> [What is required] Within the material below, find each line bearing the word "highway" and present it.

---------- Data excerpts

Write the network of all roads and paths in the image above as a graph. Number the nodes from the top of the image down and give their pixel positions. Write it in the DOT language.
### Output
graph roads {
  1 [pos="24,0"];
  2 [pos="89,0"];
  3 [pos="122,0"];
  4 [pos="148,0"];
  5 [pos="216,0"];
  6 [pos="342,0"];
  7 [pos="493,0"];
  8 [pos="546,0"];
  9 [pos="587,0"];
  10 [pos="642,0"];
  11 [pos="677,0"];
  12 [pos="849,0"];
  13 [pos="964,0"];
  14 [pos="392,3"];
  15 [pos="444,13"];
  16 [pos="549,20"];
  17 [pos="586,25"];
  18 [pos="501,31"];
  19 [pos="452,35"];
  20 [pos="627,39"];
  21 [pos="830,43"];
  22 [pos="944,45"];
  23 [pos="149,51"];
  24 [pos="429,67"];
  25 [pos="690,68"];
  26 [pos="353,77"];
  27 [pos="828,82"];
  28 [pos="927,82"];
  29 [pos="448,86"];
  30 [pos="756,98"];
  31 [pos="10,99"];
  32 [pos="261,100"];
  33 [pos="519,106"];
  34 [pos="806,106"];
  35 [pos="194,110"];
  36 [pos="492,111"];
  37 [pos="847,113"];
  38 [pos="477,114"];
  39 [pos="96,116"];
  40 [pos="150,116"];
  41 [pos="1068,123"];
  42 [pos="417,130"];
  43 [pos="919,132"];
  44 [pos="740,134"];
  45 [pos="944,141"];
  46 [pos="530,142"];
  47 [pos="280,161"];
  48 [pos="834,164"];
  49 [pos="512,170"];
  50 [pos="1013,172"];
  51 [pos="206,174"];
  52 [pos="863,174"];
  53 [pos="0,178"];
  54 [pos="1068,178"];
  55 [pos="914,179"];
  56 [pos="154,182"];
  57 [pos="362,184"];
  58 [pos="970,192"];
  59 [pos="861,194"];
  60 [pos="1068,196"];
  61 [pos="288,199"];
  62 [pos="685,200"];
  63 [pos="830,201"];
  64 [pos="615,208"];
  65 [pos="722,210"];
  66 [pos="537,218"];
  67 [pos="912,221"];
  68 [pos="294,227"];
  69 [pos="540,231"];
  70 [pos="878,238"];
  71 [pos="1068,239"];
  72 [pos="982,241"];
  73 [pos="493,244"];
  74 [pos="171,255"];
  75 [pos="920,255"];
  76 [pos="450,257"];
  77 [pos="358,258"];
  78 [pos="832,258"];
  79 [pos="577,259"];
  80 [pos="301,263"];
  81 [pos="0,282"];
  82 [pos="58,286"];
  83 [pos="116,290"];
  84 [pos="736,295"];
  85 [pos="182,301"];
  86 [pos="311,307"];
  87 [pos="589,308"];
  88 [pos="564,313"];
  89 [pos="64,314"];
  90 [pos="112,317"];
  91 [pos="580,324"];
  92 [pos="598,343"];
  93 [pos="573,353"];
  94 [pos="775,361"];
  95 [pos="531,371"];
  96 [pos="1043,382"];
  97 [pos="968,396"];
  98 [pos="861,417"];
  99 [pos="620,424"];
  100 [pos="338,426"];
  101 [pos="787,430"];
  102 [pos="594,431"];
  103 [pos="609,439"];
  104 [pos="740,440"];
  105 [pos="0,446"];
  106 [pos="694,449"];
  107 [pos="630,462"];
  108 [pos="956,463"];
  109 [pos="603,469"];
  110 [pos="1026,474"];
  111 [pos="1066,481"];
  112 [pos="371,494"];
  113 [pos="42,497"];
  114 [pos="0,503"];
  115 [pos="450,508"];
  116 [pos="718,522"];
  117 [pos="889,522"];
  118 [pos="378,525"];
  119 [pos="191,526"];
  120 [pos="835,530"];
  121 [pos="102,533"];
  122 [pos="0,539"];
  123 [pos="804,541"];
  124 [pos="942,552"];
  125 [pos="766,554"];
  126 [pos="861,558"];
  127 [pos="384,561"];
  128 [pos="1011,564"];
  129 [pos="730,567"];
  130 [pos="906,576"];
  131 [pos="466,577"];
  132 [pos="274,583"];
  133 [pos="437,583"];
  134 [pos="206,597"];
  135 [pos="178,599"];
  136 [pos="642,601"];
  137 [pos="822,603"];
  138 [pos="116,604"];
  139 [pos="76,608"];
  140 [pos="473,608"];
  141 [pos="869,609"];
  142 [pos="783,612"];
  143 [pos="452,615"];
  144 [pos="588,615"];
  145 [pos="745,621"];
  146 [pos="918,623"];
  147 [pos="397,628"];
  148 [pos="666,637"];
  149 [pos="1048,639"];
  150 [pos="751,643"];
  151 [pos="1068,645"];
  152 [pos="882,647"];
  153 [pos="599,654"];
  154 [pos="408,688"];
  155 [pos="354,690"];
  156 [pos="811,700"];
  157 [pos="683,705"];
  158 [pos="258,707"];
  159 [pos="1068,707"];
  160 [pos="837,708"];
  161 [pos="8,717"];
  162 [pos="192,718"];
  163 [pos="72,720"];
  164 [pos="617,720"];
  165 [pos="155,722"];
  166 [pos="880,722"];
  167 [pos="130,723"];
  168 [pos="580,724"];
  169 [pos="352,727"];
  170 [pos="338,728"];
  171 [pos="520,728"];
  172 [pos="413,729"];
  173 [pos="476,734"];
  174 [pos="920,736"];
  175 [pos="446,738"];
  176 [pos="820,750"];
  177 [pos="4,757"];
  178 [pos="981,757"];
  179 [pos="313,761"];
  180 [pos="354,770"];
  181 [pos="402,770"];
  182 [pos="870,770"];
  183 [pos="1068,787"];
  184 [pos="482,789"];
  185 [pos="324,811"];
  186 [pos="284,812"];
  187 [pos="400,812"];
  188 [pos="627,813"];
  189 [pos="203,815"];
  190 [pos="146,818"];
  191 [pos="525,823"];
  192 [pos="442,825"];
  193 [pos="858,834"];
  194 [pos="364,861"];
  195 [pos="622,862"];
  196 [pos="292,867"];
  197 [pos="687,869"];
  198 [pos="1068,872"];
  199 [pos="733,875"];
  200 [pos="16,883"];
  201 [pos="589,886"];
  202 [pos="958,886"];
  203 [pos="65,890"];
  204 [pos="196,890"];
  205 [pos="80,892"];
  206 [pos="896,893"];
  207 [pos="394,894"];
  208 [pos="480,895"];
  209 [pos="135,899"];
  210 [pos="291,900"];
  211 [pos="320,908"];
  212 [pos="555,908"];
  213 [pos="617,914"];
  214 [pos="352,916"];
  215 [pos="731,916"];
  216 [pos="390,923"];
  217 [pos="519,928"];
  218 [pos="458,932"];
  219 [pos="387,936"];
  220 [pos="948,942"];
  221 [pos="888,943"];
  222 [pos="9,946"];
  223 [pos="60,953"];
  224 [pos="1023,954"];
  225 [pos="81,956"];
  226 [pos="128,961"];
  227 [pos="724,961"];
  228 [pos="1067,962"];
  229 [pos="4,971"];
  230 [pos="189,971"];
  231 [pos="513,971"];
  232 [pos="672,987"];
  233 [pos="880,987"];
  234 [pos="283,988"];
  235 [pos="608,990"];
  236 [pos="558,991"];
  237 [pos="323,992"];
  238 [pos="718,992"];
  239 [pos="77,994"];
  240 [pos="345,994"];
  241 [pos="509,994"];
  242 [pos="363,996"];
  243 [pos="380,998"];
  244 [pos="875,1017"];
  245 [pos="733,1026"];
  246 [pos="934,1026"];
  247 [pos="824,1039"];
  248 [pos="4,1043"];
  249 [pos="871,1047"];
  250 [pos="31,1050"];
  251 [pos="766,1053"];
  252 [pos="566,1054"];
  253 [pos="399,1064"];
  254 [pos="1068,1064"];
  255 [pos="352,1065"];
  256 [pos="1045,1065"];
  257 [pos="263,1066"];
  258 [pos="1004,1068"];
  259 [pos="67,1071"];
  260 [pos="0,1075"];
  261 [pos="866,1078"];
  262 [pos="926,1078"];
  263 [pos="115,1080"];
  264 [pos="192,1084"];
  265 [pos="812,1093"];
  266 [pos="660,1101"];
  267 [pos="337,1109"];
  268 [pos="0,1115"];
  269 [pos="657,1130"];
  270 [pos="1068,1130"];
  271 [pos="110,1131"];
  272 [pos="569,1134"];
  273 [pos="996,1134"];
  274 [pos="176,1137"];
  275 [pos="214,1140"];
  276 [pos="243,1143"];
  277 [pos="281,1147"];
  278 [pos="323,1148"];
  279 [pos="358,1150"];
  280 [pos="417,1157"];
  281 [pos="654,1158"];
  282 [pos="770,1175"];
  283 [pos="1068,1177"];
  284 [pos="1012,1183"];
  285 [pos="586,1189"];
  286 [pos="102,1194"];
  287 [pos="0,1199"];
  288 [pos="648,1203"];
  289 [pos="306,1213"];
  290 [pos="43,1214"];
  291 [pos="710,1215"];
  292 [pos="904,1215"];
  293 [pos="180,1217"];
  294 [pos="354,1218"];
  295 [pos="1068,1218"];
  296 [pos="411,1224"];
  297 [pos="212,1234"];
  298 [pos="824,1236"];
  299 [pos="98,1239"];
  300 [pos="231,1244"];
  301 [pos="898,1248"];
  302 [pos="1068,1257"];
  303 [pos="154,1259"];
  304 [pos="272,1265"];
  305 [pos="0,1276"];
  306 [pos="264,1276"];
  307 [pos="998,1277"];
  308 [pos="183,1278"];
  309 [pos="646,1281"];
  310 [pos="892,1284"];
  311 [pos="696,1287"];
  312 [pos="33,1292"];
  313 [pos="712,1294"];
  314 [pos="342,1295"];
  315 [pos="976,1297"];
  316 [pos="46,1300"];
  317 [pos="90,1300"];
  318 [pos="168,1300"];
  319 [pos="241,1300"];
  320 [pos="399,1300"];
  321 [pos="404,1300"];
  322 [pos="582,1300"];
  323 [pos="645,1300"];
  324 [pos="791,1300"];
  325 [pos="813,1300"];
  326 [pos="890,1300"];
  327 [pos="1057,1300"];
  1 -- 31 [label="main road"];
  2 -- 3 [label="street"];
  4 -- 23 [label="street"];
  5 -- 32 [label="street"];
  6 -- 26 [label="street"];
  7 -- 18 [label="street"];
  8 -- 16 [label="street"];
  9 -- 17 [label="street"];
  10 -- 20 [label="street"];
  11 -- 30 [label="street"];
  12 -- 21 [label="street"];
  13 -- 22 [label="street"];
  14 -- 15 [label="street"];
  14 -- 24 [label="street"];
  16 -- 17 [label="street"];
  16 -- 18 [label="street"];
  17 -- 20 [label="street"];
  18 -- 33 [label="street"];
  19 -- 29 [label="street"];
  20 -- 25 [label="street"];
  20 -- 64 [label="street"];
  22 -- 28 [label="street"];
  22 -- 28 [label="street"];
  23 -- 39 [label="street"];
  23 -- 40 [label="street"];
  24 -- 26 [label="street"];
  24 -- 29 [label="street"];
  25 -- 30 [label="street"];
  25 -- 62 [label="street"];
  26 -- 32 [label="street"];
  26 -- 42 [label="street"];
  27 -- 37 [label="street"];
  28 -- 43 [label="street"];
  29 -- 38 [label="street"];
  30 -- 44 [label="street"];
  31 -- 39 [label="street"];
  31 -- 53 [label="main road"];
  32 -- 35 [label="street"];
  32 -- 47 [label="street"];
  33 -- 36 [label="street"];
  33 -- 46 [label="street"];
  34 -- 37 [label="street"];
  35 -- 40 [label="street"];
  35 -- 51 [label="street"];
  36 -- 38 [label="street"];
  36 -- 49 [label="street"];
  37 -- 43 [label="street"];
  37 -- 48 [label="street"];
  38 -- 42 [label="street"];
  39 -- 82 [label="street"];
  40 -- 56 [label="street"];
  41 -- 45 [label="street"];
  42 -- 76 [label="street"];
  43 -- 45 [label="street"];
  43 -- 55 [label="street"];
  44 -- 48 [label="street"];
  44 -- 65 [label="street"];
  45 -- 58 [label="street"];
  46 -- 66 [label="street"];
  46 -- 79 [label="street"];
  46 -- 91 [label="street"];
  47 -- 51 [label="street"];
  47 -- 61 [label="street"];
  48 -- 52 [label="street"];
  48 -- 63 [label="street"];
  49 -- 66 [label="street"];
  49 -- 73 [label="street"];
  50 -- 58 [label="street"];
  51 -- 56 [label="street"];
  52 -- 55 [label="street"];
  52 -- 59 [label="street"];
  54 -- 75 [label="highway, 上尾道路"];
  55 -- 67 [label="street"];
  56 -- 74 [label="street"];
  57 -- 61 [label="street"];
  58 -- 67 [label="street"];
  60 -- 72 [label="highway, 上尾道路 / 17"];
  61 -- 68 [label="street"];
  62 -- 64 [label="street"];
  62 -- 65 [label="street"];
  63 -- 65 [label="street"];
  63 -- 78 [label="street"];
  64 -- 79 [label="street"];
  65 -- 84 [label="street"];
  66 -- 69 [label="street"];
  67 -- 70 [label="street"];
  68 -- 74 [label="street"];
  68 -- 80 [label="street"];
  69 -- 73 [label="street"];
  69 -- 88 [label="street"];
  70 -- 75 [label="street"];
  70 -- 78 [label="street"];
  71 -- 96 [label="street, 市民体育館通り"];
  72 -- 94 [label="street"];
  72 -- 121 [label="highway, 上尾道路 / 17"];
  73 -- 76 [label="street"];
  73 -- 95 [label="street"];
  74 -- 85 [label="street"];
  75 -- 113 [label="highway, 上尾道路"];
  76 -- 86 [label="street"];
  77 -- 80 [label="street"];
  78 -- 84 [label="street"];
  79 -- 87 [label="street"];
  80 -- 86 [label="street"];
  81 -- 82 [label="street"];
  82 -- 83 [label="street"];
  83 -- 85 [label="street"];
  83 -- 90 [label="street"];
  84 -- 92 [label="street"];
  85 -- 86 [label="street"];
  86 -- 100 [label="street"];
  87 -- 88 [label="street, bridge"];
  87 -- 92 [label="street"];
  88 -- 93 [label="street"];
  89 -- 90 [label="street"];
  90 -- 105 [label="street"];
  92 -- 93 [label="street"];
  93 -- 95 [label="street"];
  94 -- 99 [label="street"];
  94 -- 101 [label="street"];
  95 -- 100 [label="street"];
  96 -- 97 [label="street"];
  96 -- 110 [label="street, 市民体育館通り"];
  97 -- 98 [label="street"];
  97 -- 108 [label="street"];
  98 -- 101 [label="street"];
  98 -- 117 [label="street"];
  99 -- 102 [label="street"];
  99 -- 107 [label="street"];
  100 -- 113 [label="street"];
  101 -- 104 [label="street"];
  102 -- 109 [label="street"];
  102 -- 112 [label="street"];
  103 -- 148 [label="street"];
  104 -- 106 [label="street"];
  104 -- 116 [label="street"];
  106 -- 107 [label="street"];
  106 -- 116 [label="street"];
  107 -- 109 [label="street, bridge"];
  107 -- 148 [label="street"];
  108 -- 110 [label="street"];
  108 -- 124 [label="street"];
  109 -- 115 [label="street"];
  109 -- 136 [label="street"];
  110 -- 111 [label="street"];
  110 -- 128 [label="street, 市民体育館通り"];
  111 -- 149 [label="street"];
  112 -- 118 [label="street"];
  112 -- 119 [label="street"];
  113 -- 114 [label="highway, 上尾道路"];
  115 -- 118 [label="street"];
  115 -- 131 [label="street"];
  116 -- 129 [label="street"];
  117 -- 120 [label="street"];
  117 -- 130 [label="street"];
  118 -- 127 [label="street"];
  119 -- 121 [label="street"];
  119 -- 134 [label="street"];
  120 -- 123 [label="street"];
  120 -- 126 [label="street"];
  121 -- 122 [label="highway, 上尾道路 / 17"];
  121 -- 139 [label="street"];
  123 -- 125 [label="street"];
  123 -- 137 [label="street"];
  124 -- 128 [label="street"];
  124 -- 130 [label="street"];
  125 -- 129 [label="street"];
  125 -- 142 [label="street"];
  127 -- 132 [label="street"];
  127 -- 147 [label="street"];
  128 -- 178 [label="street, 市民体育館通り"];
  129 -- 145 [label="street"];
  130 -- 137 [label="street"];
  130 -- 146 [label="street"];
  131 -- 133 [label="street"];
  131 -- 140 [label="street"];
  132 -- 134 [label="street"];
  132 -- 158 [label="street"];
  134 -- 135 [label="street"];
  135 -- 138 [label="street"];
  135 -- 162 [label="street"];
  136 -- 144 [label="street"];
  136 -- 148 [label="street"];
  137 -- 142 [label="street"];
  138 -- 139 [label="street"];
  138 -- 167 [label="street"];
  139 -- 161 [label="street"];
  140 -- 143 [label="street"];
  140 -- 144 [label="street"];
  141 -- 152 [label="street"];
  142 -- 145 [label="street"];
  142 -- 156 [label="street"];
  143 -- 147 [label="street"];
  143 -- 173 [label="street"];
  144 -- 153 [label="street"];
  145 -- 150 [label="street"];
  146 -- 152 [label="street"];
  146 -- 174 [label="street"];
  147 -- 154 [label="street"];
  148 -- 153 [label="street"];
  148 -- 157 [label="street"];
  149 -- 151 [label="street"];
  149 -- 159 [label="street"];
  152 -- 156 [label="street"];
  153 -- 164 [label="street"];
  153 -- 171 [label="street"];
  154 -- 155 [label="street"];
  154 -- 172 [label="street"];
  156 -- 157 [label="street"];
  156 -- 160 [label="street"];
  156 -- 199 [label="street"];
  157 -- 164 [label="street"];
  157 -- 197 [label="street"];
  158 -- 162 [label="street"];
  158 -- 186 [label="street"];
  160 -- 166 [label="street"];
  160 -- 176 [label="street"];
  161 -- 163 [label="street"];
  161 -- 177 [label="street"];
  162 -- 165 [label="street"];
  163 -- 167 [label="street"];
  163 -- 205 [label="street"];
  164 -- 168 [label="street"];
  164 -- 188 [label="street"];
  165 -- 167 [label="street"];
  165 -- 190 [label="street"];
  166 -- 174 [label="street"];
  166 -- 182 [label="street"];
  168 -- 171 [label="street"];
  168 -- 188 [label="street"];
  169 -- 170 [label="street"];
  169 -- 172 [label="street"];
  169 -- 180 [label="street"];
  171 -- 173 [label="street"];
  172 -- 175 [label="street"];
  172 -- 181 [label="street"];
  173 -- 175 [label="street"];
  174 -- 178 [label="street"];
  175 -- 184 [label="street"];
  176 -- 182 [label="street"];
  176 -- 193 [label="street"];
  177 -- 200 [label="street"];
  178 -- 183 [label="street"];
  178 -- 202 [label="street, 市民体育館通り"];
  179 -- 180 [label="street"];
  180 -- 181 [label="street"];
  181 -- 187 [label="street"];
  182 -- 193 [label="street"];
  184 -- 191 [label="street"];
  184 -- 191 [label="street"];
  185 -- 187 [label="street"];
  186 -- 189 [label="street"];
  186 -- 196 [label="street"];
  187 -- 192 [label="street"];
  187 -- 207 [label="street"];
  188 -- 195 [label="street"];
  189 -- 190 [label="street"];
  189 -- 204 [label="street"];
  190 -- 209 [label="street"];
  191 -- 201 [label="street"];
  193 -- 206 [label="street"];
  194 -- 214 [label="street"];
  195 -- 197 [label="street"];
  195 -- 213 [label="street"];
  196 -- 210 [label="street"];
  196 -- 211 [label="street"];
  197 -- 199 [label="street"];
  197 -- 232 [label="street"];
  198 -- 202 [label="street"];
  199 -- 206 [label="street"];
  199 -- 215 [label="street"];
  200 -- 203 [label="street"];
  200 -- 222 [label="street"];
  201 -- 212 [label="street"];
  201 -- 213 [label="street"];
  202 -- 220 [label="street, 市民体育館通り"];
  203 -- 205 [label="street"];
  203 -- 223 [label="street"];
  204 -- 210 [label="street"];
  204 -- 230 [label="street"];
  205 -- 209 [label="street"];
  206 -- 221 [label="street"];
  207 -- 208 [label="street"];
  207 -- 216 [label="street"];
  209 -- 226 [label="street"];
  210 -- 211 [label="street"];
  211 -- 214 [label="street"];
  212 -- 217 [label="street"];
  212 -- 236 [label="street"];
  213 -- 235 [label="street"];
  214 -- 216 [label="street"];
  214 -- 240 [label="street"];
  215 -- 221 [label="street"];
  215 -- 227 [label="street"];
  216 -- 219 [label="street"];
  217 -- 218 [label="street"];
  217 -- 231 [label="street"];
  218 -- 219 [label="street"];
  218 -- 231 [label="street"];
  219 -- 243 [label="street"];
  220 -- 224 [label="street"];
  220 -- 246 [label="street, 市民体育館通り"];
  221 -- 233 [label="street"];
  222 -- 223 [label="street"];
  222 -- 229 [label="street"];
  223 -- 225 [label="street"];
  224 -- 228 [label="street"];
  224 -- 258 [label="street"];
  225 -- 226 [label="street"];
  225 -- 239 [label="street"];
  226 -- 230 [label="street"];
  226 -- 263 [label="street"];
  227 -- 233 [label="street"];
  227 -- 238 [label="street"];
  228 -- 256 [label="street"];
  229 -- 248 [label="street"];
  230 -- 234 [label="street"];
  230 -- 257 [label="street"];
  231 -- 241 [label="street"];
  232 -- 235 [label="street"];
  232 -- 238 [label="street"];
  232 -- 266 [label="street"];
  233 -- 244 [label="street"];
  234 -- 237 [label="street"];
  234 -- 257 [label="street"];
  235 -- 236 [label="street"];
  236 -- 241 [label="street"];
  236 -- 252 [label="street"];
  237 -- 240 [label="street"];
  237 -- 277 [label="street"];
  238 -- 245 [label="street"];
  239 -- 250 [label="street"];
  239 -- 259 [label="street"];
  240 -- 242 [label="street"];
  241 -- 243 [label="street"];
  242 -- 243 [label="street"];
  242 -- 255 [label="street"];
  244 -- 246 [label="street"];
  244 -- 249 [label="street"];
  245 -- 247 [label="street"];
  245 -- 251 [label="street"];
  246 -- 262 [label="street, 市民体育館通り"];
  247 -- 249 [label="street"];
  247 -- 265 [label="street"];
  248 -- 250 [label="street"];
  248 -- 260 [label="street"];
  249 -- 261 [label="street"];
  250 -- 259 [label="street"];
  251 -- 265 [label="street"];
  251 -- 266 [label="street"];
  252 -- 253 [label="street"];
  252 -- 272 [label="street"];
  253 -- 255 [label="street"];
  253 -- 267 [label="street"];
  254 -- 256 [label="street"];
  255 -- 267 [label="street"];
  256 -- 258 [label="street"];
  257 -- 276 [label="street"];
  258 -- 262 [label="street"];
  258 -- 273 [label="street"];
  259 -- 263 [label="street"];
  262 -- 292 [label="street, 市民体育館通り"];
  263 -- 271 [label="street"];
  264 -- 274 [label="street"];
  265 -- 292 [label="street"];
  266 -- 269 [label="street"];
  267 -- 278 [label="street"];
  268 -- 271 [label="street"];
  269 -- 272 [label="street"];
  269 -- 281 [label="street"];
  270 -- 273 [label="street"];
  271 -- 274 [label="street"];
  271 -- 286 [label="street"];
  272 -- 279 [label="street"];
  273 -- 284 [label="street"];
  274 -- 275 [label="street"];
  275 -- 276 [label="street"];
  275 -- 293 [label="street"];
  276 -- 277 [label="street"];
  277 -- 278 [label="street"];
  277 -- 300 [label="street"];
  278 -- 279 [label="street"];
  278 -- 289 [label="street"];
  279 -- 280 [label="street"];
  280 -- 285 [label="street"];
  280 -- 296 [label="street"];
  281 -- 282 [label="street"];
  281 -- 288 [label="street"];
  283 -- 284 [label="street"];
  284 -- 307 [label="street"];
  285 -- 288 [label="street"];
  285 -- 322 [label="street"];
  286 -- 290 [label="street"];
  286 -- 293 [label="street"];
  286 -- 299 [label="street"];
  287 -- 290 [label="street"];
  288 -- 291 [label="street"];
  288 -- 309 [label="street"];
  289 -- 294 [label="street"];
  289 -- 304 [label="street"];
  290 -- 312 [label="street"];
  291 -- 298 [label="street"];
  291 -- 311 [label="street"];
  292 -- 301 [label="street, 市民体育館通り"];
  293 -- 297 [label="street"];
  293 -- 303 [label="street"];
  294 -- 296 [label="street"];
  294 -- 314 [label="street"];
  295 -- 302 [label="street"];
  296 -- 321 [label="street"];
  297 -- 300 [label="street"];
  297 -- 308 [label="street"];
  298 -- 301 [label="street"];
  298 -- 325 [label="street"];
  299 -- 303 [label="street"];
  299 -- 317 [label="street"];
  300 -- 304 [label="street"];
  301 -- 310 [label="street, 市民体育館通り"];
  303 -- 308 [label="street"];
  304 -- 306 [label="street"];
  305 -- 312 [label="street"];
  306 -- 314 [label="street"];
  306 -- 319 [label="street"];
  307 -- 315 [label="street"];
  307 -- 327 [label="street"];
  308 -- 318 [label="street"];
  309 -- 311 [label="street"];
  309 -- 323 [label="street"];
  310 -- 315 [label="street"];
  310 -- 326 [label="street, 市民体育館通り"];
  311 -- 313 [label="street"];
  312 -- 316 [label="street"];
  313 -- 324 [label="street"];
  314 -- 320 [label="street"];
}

--------------------

> [Solution to this problem]
  54 -- 75 [label="highway, 上尾道路"];
  60 -- 72 [label="highway, 上尾道路 / 17"];
  72 -- 121 [label="highway, 上尾道路 / 17"];
  75 -- 113 [label="highway, 上尾道路"];
  113 -- 114 [label="highway, 上尾道路"];
  121 -- 122 [label="highway, 上尾道路 / 17"];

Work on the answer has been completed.